Ubuntu Cloud Images can now be configured via a human readable config file syntax. Previously customization could only be done via provided scripts.


Previous Ubuntu releases only supported customization via a script file running late in the boot process. This had many problems:

  • writing shell scripts is complex, easy to screw up
  • only 16k of user data can be passed in a ec2 user-data script
  • script based customization means that the script-provider must maintain their scripts themselves.

By providing a Config syntax with a limited number of options, we can make sure that a given config file behaves the same on different versions of the OS. For some users the config syntax may provide all the customization they need.

User stories

  • As a system administrator, I want to deploy an AMI based on the latest Ubuntu Server Edition in EC2. I run the example commands provided, and my instance is started with the latest Ubuntu updates automatically applied. I can confidently allow public access to the instance, knowing that it is always up to date, and I do not accrue any data transfer charges on account of the update process.
  • As a casual user of EC2, I would like to easily make small changes to my instance in its first boot, without having to know details of how the boot process works. I'd like to install some extra packages from the archive and some from my own ppa.



On first boot, the boot hooks implementation (server-lucid-ec2-boothooks,ServerLucidCloudBoothooks) will pass a config parser data that is identified as configuration data.

The following is a list of configuration items that we would like to support:

  • update the instance (apt-get upgrade)
  • add additional packages (apt-get install)
  • adding repositories (with shortcuts for a ppa) and installation of packages from these repositories.
  • mount EBS volumes at specified location
  • configure ephemeral storage usage
    • RAID 0 or LVM to give improved speed and size
    • define mount locations (/dev/sda2 on /var/log, /dev/sdb on /mnt ...)
  • 'runurl' support


This config syntax parser will be implemented as a plugin to the generic boot hooks implementation.

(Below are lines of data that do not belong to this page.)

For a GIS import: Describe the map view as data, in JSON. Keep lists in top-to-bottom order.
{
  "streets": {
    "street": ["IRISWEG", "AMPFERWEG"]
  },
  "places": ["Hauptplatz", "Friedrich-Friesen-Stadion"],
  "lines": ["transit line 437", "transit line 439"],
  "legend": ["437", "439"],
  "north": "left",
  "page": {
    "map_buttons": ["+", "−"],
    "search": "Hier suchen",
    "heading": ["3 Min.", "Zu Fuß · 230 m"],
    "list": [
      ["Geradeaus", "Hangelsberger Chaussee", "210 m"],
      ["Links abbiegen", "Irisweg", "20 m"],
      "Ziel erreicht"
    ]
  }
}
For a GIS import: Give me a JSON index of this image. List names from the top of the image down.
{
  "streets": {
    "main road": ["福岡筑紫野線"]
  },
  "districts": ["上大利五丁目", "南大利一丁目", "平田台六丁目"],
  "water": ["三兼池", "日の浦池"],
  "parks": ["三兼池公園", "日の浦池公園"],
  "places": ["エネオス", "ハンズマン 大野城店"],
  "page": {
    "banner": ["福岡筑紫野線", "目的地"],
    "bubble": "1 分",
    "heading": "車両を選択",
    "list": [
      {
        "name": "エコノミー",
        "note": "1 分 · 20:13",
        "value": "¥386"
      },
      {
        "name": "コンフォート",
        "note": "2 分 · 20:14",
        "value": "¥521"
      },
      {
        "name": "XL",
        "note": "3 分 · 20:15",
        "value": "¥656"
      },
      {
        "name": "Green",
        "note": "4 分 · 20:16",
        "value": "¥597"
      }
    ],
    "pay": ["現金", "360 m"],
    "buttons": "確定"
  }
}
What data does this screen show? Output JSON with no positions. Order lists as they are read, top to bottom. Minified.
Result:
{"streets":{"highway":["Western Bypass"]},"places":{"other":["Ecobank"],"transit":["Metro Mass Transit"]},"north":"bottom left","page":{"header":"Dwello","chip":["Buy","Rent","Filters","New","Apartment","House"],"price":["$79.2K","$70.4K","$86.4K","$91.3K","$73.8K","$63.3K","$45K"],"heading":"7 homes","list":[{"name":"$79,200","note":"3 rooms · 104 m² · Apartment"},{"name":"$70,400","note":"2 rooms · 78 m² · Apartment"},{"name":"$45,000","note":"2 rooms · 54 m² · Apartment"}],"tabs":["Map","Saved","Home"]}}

It will be installed as part of the image.

UI Changes

  • Newly developed programs under the server-lucid-xc2 (ServerLuciXc2) spec may expose supported config options as command line options when creating an instance.

Code Changes

A plugin to the boot hooks implementation will be implemented. It will be passed data that is determined to be intended for the plugin.

This new plugin will need to implement the parsing of the configuration, and acting on the supported configuration types. Most likely:

  • the plugin will be implemented in python
  • the config file format will be read by python ConfigParser


These changes will be done in a backwards compatible manner. Users that were creating scripts for customizing their images and passing those scripts to ec2 in user-data will see no changes.

Documentation will be provided on the wiki to point users to the more simplistic and user friendly configuration file syntax.

Test/Demo Plan


This need not be added or completed until the specification is nearing beta.

Unresolved issues

This should highlight any issues that should be addressed in further specifications, and not problems with the specification itself; since any specification with problems cannot be approved.

BoF agenda and discussion

UDS discussion notes

The current method by which users can configure UEC/EC2 images is via 'user-data'. user-data that begins with #! is executed by the appropriate interpreter at S99 runlevel. This is a very effect method for customization but one that requires a fair amount of expertise to utilize.

It would be nice to provide a config file like syntax that would allow: - what mirrors to use / what additional repos to add - whether or not updates are installed on first boot - ssh private keys to use (allowing user to dictate them, rather than polling for random keys from ec2-console) - extra packages to install

Note: this differs from server-lucid-ec2-boothooks as this would provide only for specific/static function. [1] would provide a hook into the images that could allow for building this blueprint.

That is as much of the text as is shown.